═══ TASK MATERIAL ═══

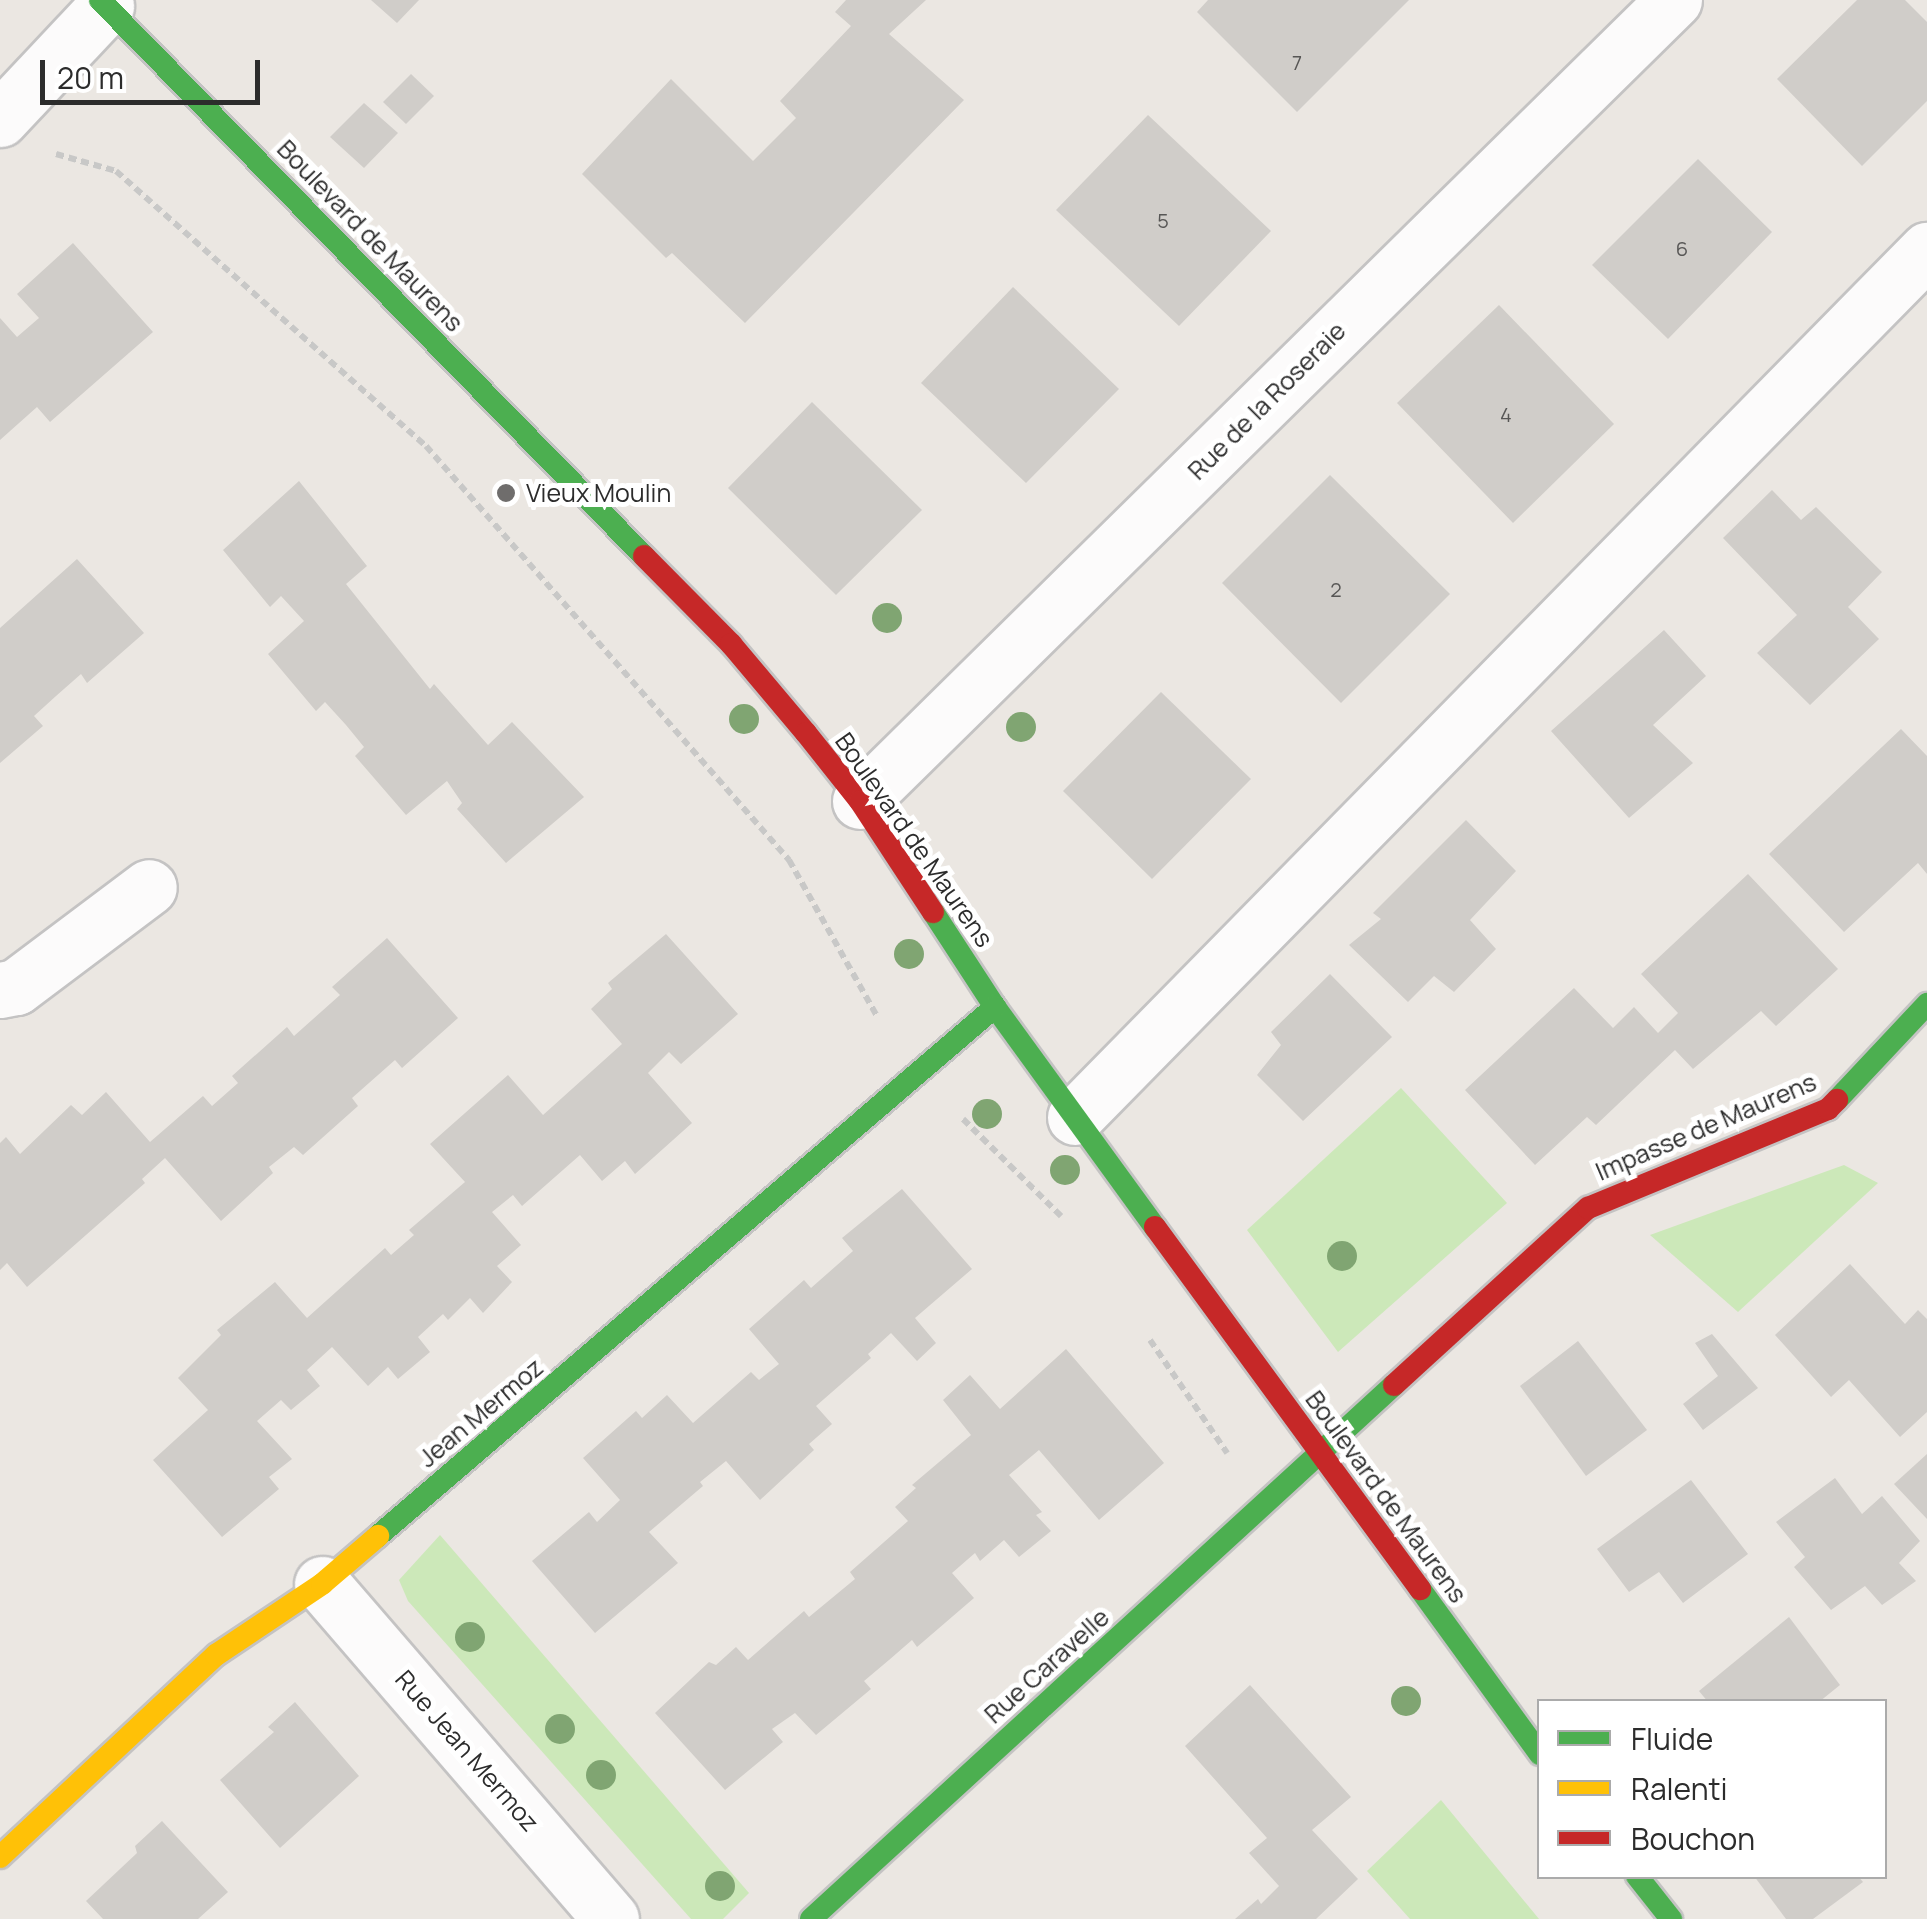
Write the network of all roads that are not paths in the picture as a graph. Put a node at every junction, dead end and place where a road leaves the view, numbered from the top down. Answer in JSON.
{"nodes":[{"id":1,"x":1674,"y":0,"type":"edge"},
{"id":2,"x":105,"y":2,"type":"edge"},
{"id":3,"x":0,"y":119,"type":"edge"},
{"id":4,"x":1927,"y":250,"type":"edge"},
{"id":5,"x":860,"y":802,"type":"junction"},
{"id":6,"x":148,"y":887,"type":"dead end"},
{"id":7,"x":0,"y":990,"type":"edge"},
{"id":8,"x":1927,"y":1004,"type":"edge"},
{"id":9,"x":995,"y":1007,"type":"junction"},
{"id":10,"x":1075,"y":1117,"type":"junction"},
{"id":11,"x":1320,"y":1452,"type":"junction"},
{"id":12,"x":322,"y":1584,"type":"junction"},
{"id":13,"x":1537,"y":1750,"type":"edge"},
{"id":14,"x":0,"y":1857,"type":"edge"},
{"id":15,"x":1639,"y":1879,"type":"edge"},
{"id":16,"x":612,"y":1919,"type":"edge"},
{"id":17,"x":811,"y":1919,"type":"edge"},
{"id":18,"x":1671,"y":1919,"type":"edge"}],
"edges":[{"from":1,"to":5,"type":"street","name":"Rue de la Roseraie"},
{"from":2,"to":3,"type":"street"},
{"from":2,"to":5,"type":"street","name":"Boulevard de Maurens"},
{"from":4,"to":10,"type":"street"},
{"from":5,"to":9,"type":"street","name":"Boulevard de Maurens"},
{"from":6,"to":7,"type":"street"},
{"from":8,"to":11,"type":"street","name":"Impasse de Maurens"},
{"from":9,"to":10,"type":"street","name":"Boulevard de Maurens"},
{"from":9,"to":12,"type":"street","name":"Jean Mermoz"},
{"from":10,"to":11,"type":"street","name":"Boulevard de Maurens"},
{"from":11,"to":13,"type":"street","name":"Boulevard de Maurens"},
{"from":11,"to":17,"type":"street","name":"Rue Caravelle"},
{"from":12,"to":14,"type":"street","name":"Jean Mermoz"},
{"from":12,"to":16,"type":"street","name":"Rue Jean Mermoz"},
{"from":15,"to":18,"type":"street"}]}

═══

### WHAT THE TASK REQUIRES
Take the word "junction" and find each line of the material that contains it. Copy those lines.

### EXERCISE SOLUTION
Write the network of all roads that are not paths in the picture as a graph. Put a node at every junction, dead end and place where a road leaves the view, numbered from the top down. Answer in JSON.
{"id":5,"x":860,"y":802,"type":"junction"},
{"id":9,"x":995,"y":1007,"type":"junction"},
{"id":10,"x":1075,"y":1117,"type":"junction"},
{"id":11,"x":1320,"y":1452,"type":"junction"},
{"id":12,"x":322,"y":1584,"type":"junction"},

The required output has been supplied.